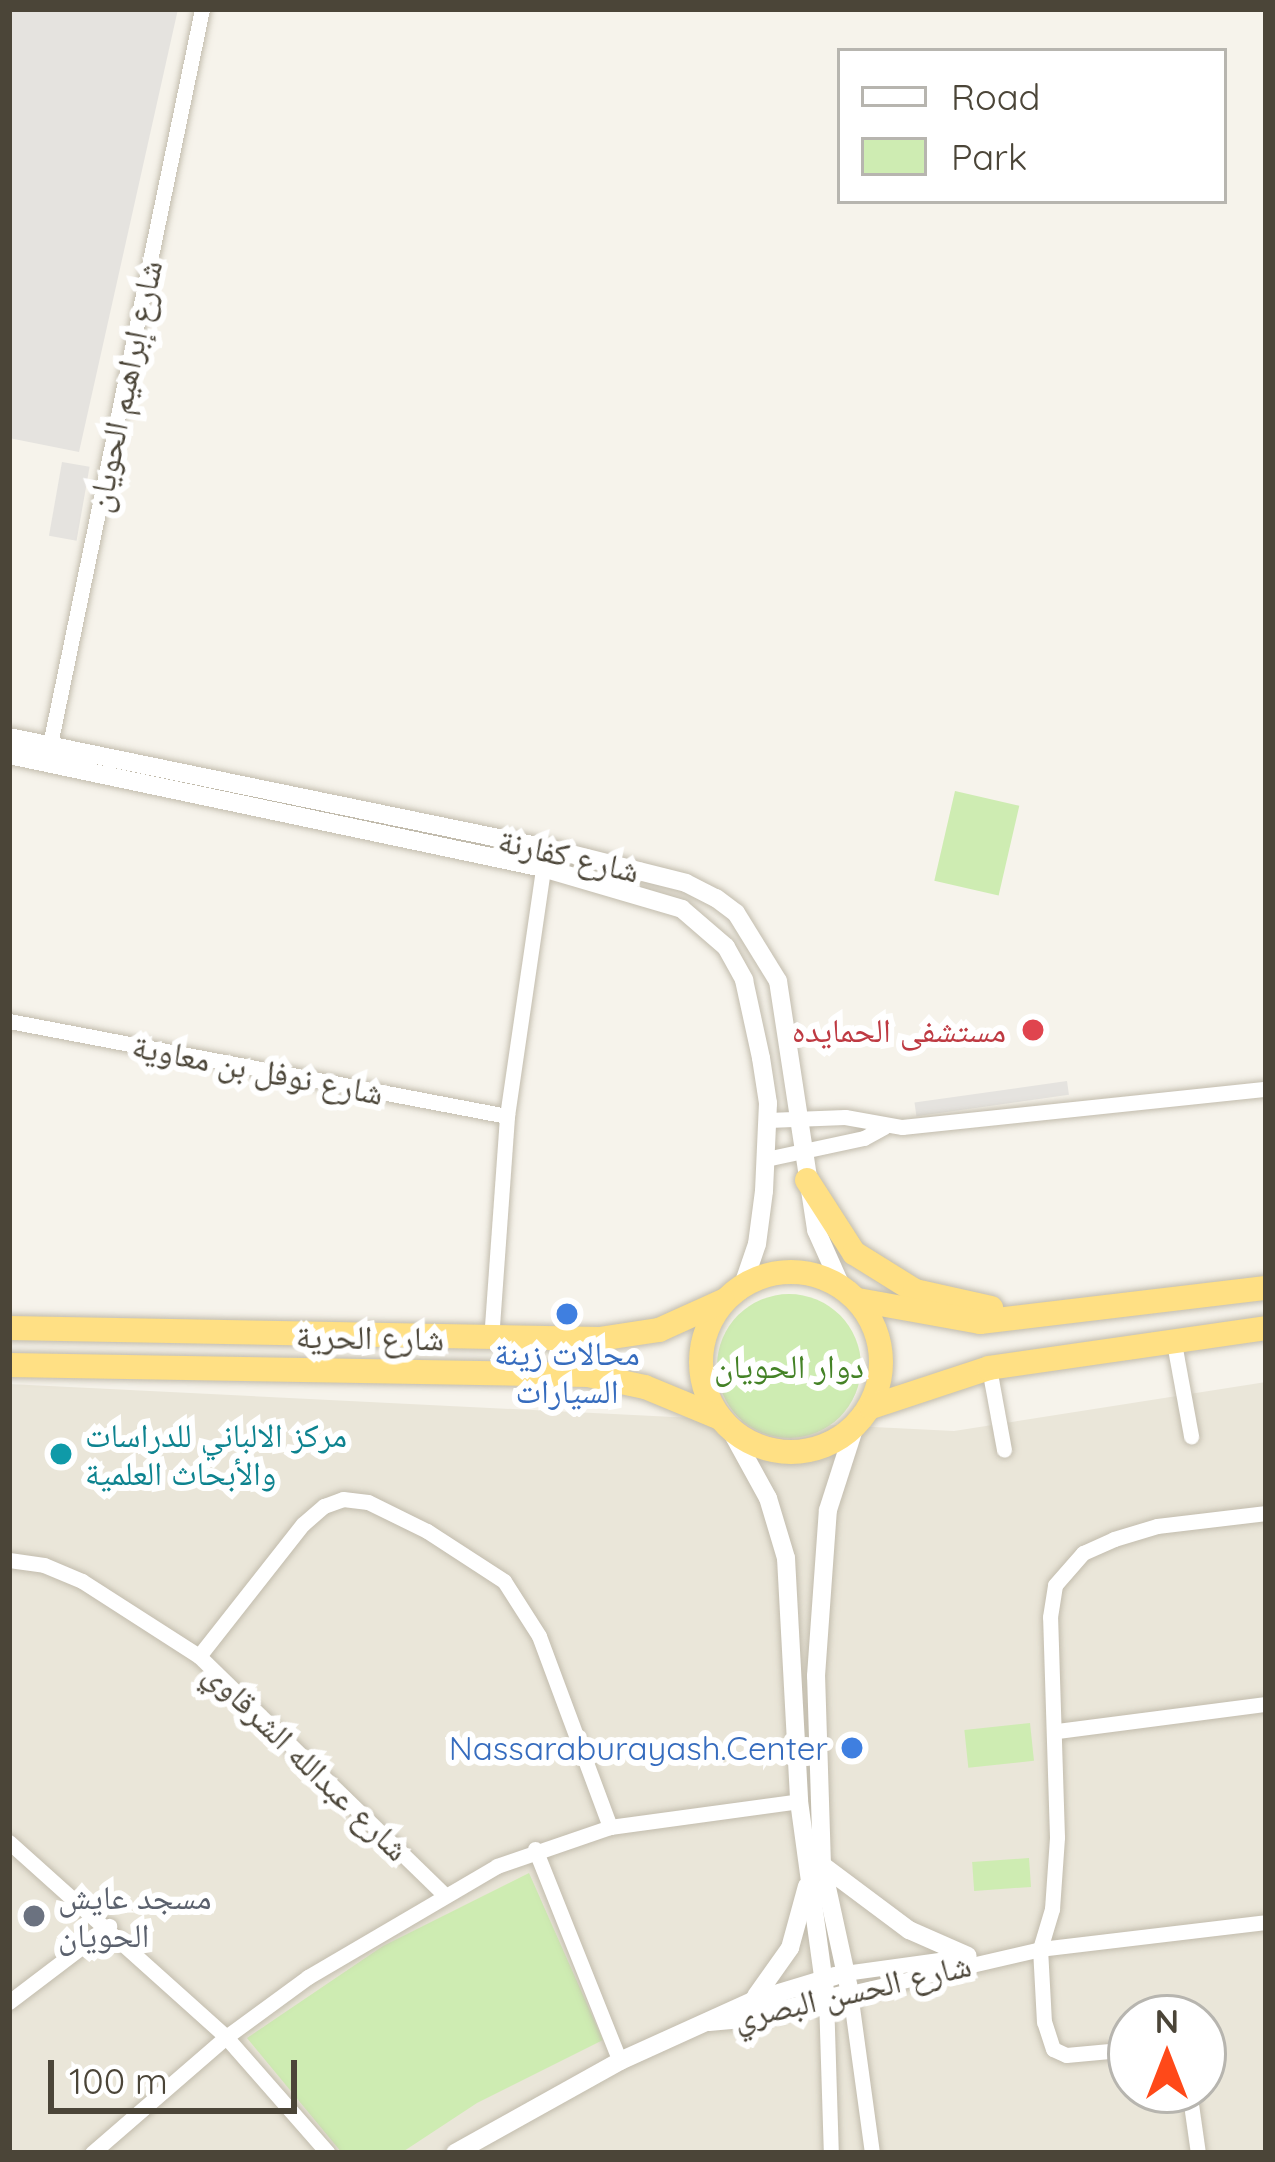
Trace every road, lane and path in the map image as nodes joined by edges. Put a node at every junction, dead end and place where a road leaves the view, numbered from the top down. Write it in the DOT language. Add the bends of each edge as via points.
graph roads {
  1 [pos="202,9"];
  2 [pos="9,737"];
  3 [pos="48,754"];
  4 [pos="9,755"];
  5 [pos="547,848"];
  6 [pos="543,868"];
  7 [pos="9,1022"];
  8 [pos="1266,1089"];
  9 [pos="507,1116"];
  10 [pos="798,1119"];
  11 [pos="768,1120"];
  12 [pos="884,1127"];
  13 [pos="802,1152"];
  14 [pos="766,1160"];
  15 [pos="807,1180"];
  16 [pos="1266,1288"];
  17 [pos="733,1293"];
  18 [pos="850,1293"];
  19 [pos="1046,1315"];
  20 [pos="9,1328"];
  21 [pos="1266,1328"];
  22 [pos="491,1340"];
  23 [pos="1174,1343"];
  24 [pos="9,1365"];
  25 [pos="989,1368"];
  26 [pos="871,1407"];
  27 [pos="725,1424"];
  28 [pos="854,1429"];
  29 [pos="1191,1436"];
  30 [pos="1004,1450"];
  31 [pos="1266,1513"];
  32 [pos="9,1560"];
  33 [pos="199,1656"];
  34 [pos="1266,1704"];
  35 [pos="1058,1731"];
  36 [pos="799,1801"];
  37 [pos="610,1827"];
  38 [pos="9,1842"];
  39 [pos="536,1849"];
  40 [pos="822,1864"];
  41 [pos="808,1882"];
  42 [pos="443,1893"];
  43 [pos="1266,1922"];
  44 [pos="109,1926"];
  45 [pos="1040,1949"];
  46 [pos="968,1956"];
  47 [pos="995,1957"];
  48 [pos="837,1985"];
  49 [pos="752,2001"];
  50 [pos="9,2002"];
  51 [pos="710,2022"];
  52 [pos="226,2036"];
  53 [pos="1107,2051"];
  54 [pos="620,2061"];
  55 [pos="1192,2114"];
  56 [pos="92,2153"];
  57 [pos="328,2153"];
  58 [pos="455,2153"];
  59 [pos="831,2153"];
  60 [pos="872,2153"];
  61 [pos="1198,2153"];
  1 -- 3 [label="street, شارع إبراهيم الحويان"];
  2 -- 3 [label="street, شارع كفارنة"];
  3 -- 4 [label="street, شارع كفارنة"];
  3 -- 5 [label="street, شارع كفارنة"];
  3 -- 6 [label="street, شارع كفارنة"];
  5 -- 6 [label="street"];
  5 -- 10 [label="street, شارع كفارنة" via="686,883 736,913 778,981"];
  6 -- 9 [label="street"];
  6 -- 11 [label="street, شارع كفارنة" via="682,909 726,947 754,1013"];
  7 -- 9 [label="street, شارع نوفل بن معاوية"];
  8 -- 12 [label="street"];
  9 -- 22 [label="street"];
  10 -- 11 [label="street"];
  10 -- 12 [label="street" via="859,1118"];
  10 -- 13 [label="street, شارع كفارنة"];
  11 -- 14 [label="street, شارع كفارنة"];
  12 -- 13 [label="street"];
  13 -- 14 [label="street"];
  13 -- 15 [label="street, شارع كفارنة"];
  14 -- 17 [label="street, شارع كفارنة" via="757,1244"];
  15 -- 18 [label="street, شارع كفارنة" via="816,1230"];
  15 -- 19 [label="highway" via="854,1253 890,1277 944,1300"];
  16 -- 19 [label="highway"];
  17 -- 18 [label="highway" via="792,1271"];
  17 -- 22 [label="highway, شارع الحرية" via="630,1337"];
  17 -- 27 [label="highway" via="701,1346 707,1396"];
  18 -- 19 [label="highway" via="980,1322"];
  18 -- 26 [label="highway" via="872,1319 883,1363"];
  20 -- 22 [label="highway, شارع الحرية"];
  21 -- 23 [label="highway"];
  23 -- 25 [label="highway"];
  23 -- 29 [label="street"];
  24 -- 27 [label="highway, شارع الحرية" via="588,1376 645,1387"];
  25 -- 26 [label="highway"];
  25 -- 30 [label="street"];
  26 -- 28 [label="highway"];
  27 -- 28 [label="highway" via="780,1452 824,1447"];
  27 -- 36 [label="street" via="768,1498 786,1558"];
  28 -- 40 [label="street" via="828,1510 818,1594"];
  31 -- 35 [label="street" via="1157,1526 1083,1553 1066,1569 1054,1585 1050,1617"];
  32 -- 33 [label="street" via="82,1581"];
  33 -- 37 [label="street, شارع عبدالله الشرقاوي" via="303,1524 343,1499 368,1502 504,1581 539,1636"];
  33 -- 42 [label="street, شارع عبدالله الشرقاوي"];
  34 -- 35 [label="street"];
  35 -- 45 [label="street" via="1055,1888"];
  36 -- 37 [label="street"];
  36 -- 41 [label="street"];
  37 -- 39 [label="street"];
  38 -- 44 [label="street"];
  39 -- 42 [label="street"];
  39 -- 54 [label="street"];
  40 -- 46 [label="street" via="909,1930"];
  40 -- 48 [label="street"];
  41 -- 48 [label="street"];
  41 -- 49 [label="street" via="790,1948"];
  42 -- 52 [label="street"];
  43 -- 45 [label="street, شارع الحسن البصري"];
  44 -- 50 [label="street"];
  44 -- 52 [label="street"];
  45 -- 47 [label="street, شارع الحسن البصري"];
  45 -- 53 [label="street" via="1053,2049"];
  46 -- 47 [label="street, شارع الحسن البصري"];
  46 -- 48 [label="street, شارع الحسن البصري"];
  47 -- 48 [label="street, شارع الحسن البصري" via="945,1974"];
  48 -- 49 [label="street, شارع الحسن البصري"];
  48 -- 51 [label="street, شارع الحسن البصري" via="745,2019"];
  48 -- 59 [label="street"];
  48 -- 60 [label="street"];
  49 -- 51 [label="street, شارع الحسن البصري"];
  51 -- 54 [label="street, شارع الحسن البصري"];
  52 -- 56 [label="street"];
  52 -- 57 [label="street"];
  54 -- 58 [label="street, شارع الحسن البصري"];
  55 -- 61 [label="street"];
}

######

* Work to complete
Nothing but the pictures is to be left out; repeat the data exactly.

* Solution to the problem
Trace every road, lane and path in the map image as nodes joined by edges. Put a node at every junction, dead end and place where a road leaves the view, numbered from the top down. Write it in the DOT language. Add the bends of each edge as via points.
graph roads {
  1 [pos="202,9"];
  2 [pos="9,737"];
  3 [pos="48,754"];
  4 [pos="9,755"];
  5 [pos="547,848"];
  6 [pos="543,868"];
  7 [pos="9,1022"];
  8 [pos="1266,1089"];
  9 [pos="507,1116"];
  10 [pos="798,1119"];
  11 [pos="768,1120"];
  12 [pos="884,1127"];
  13 [pos="802,1152"];
  14 [pos="766,1160"];
  15 [pos="807,1180"];
  16 [pos="1266,1288"];
  17 [pos="733,1293"];
  18 [pos="850,1293"];
  19 [pos="1046,1315"];
  20 [pos="9,1328"];
  21 [pos="1266,1328"];
  22 [pos="491,1340"];
  23 [pos="1174,1343"];
  24 [pos="9,1365"];
  25 [pos="989,1368"];
  26 [pos="871,1407"];
  27 [pos="725,1424"];
  28 [pos="854,1429"];
  29 [pos="1191,1436"];
  30 [pos="1004,1450"];
  31 [pos="1266,1513"];
  32 [pos="9,1560"];
  33 [pos="199,1656"];
  34 [pos="1266,1704"];
  35 [pos="1058,1731"];
  36 [pos="799,1801"];
  37 [pos="610,1827"];
  38 [pos="9,1842"];
  39 [pos="536,1849"];
  40 [pos="822,1864"];
  41 [pos="808,1882"];
  42 [pos="443,1893"];
  43 [pos="1266,1922"];
  44 [pos="109,1926"];
  45 [pos="1040,1949"];
  46 [pos="968,1956"];
  47 [pos="995,1957"];
  48 [pos="837,1985"];
  49 [pos="752,2001"];
  50 [pos="9,2002"];
  51 [pos="710,2022"];
  52 [pos="226,2036"];
  53 [pos="1107,2051"];
  54 [pos="620,2061"];
  55 [pos="1192,2114"];
  56 [pos="92,2153"];
  57 [pos="328,2153"];
  58 [pos="455,2153"];
  59 [pos="831,2153"];
  60 [pos="872,2153"];
  61 [pos="1198,2153"];
  1 -- 3 [label="street, شارع إبراهيم الحويان"];
  2 -- 3 [label="street, شارع كفارنة"];
  3 -- 4 [label="street, شارع كفارنة"];
  3 -- 5 [label="street, شارع كفارنة"];
  3 -- 6 [label="street, شارع كفارنة"];
  5 -- 6 [label="street"];
  5 -- 10 [label="street, شارع كفارنة" via="686,883 736,913 778,981"];
  6 -- 9 [label="street"];
  6 -- 11 [label="street, شارع كفارنة" via="682,909 726,947 754,1013"];
  7 -- 9 [label="street, شارع نوفل بن معاوية"];
  8 -- 12 [label="street"];
  9 -- 22 [label="street"];
  10 -- 11 [label="street"];
  10 -- 12 [label="street" via="859,1118"];
  10 -- 13 [label="street, شارع كفارنة"];
  11 -- 14 [label="street, شارع كفارنة"];
  12 -- 13 [label="street"];
  13 -- 14 [label="street"];
  13 -- 15 [label="street, شارع كفارنة"];
  14 -- 17 [label="street, شارع كفارنة" via="757,1244"];
  15 -- 18 [label="street, شارع كفارنة" via="816,1230"];
  15 -- 19 [label="highway" via="854,1253 890,1277 944,1300"];
  16 -- 19 [label="highway"];
  17 -- 18 [label="highway" via="792,1271"];
  17 -- 22 [label="highway, شارع الحرية" via="630,1337"];
  17 -- 27 [label="highway" via="701,1346 707,1396"];
  18 -- 19 [label="highway" via="980,1322"];
  18 -- 26 [label="highway" via="872,1319 883,1363"];
  20 -- 22 [label="highway, شارع الحرية"];
  21 -- 23 [label="highway"];
  23 -- 25 [label="highway"];
  23 -- 29 [label="street"];
  24 -- 27 [label="highway, شارع الحرية" via="588,1376 645,1387"];
  25 -- 26 [label="highway"];
  25 -- 30 [label="street"];
  26 -- 28 [label="highway"];
  27 -- 28 [label="highway" via="780,1452 824,1447"];
  27 -- 36 [label="street" via="768,1498 786,1558"];
  28 -- 40 [label="street" via="828,1510 818,1594"];
  31 -- 35 [label="street" via="1157,1526 1083,1553 1066,1569 1054,1585 1050,1617"];
  32 -- 33 [label="street" via="82,1581"];
  33 -- 37 [label="street, شارع عبدالله الشرقاوي" via="303,1524 343,1499 368,1502 504,1581 539,1636"];
  33 -- 42 [label="street, شارع عبدالله الشرقاوي"];
  34 -- 35 [label="street"];
  35 -- 45 [label="street" via="1055,1888"];
  36 -- 37 [label="street"];
  36 -- 41 [label="street"];
  37 -- 39 [label="street"];
  38 -- 44 [label="street"];
  39 -- 42 [label="street"];
  39 -- 54 [label="street"];
  40 -- 46 [label="street" via="909,1930"];
  40 -- 48 [label="street"];
  41 -- 48 [label="street"];
  41 -- 49 [label="street" via="790,1948"];
  42 -- 52 [label="street"];
  43 -- 45 [label="street, شارع الحسن البصري"];
  44 -- 50 [label="street"];
  44 -- 52 [label="street"];
  45 -- 47 [label="street, شارع الحسن البصري"];
  45 -- 53 [label="street" via="1053,2049"];
  46 -- 47 [label="street, شارع الحسن البصري"];
  46 -- 48 [label="street, شارع الحسن البصري"];
  47 -- 48 [label="street, شارع الحسن البصري" via="945,1974"];
  48 -- 49 [label="street, شارع الحسن البصري"];
  48 -- 51 [label="street, شارع الحسن البصري" via="745,2019"];
  48 -- 59 [label="street"];
  48 -- 60 [label="street"];
  49 -- 51 [label="street, شارع الحسن البصري"];
  51 -- 54 [label="street, شارع الحسن البصري"];
  52 -- 56 [label="street"];
  52 -- 57 [label="street"];
  54 -- 58 [label="street, شارع الحسن البصري"];
  55 -- 61 [label="street"];
}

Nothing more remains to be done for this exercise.